Because the ortet Hark was in a park, it had to be removed, completely. It could’ve been saved to live a number of years more but … not at the risk of children.

Best regards-


I feel a little confused at this point since you can’t do anything to prevent inclusion on a wide angle crotch …
I will defer to my usual laziness and not really do anything LOL


Before reading this thread I wasn’t aware of the term “bark inclusion” and after reading it I wasn’t clear on how to identify “bark inclusion”.

Here are 2 videos that explain it well.

BylandsGardener on YouTube

From The University of Florida


I would not call the pictures you posted “ bark inclusions “
Those are fine .


@TrilobaTracker they’re magnificent!

Best regards,

Dax and @Hillbillyhort !

Somebody gona be climbin that tree someday


You mean like opossum or raccoon? :slight_smile:


Thank you for the info. Yes I have not read a lot about it.

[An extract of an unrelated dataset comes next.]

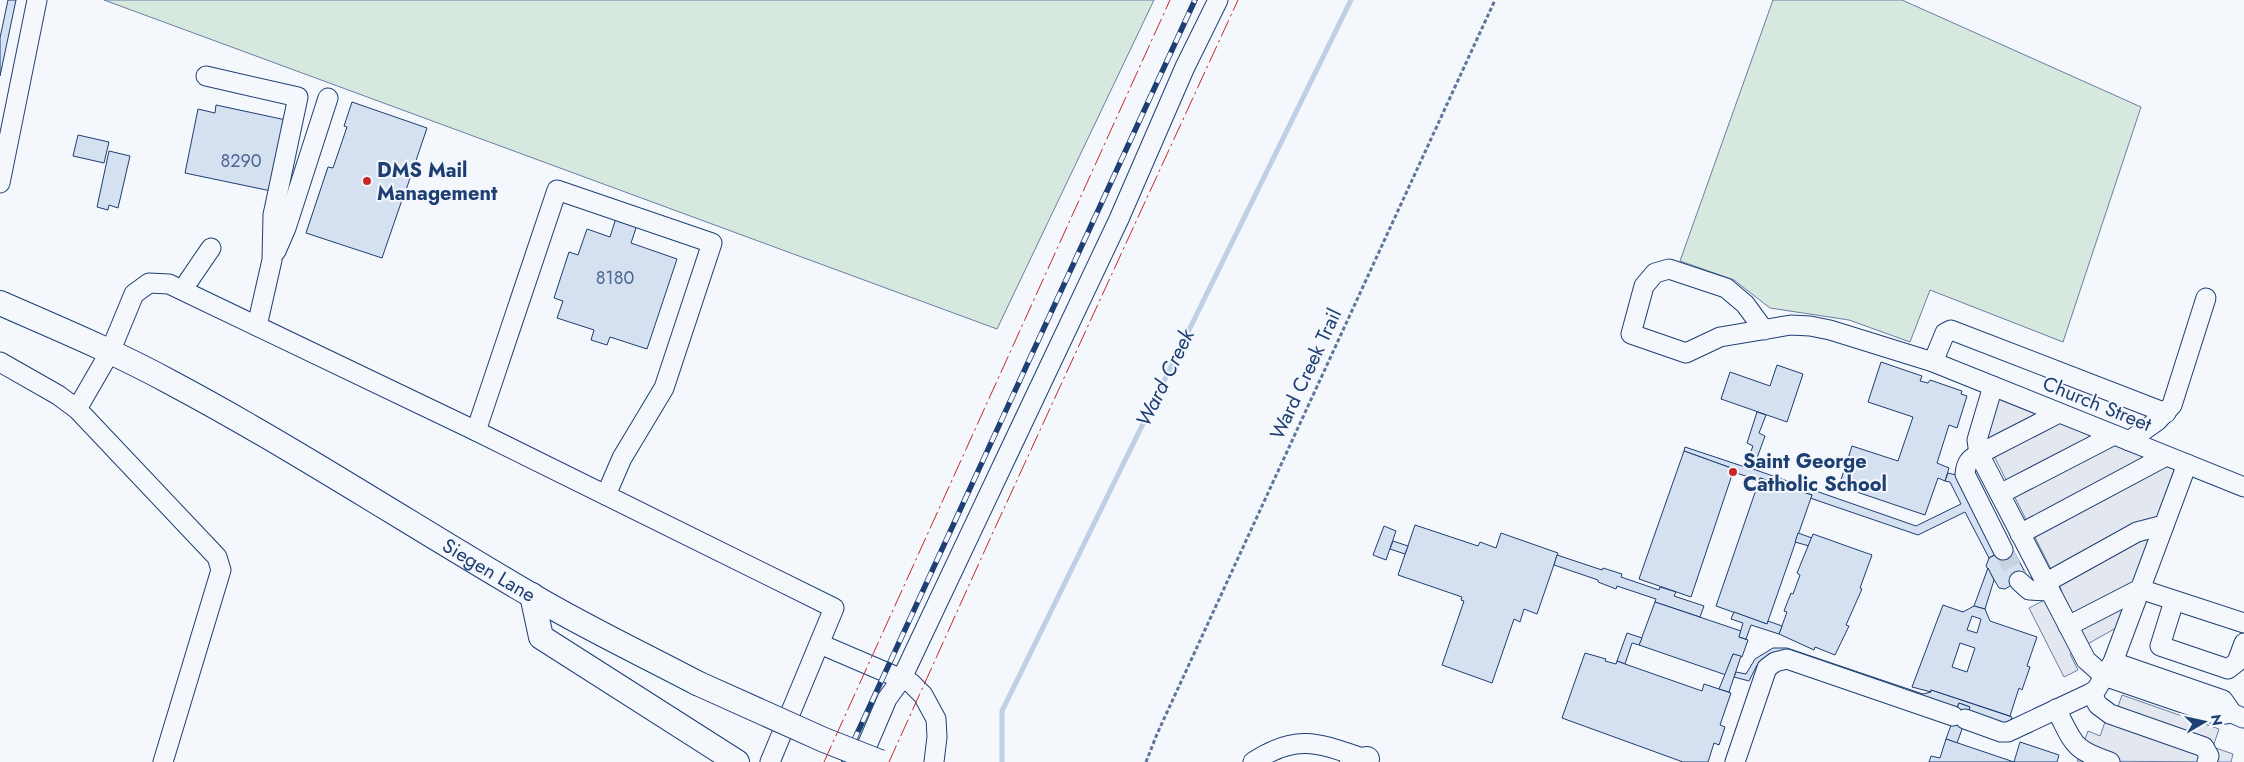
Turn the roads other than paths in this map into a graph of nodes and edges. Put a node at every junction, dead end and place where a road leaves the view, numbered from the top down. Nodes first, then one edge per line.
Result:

As my friend from high school said, “Fool!”

He’s an idiot , too , btw. played football at Western IL and would walk in with football buddies to parties stealing kegs walking them out on their shoulders to a large pick-up truck to haul away drinking in the truck and wherever else, afterwards.

My DAD calls him “iron hands” because playing basketball he would be put in to rough everybody up and he would get the ball and go smashing everywhere & knocking everybody to the floor. DAD always said there wasn’t a “mirror” Erik didn’t like! ha ha ha ha.

Big, tall, very-unattractive man, ha-ha!!!


Excellent share - that first video makes it quite clear.
So my branches are definitely not suffering from bark inclusion.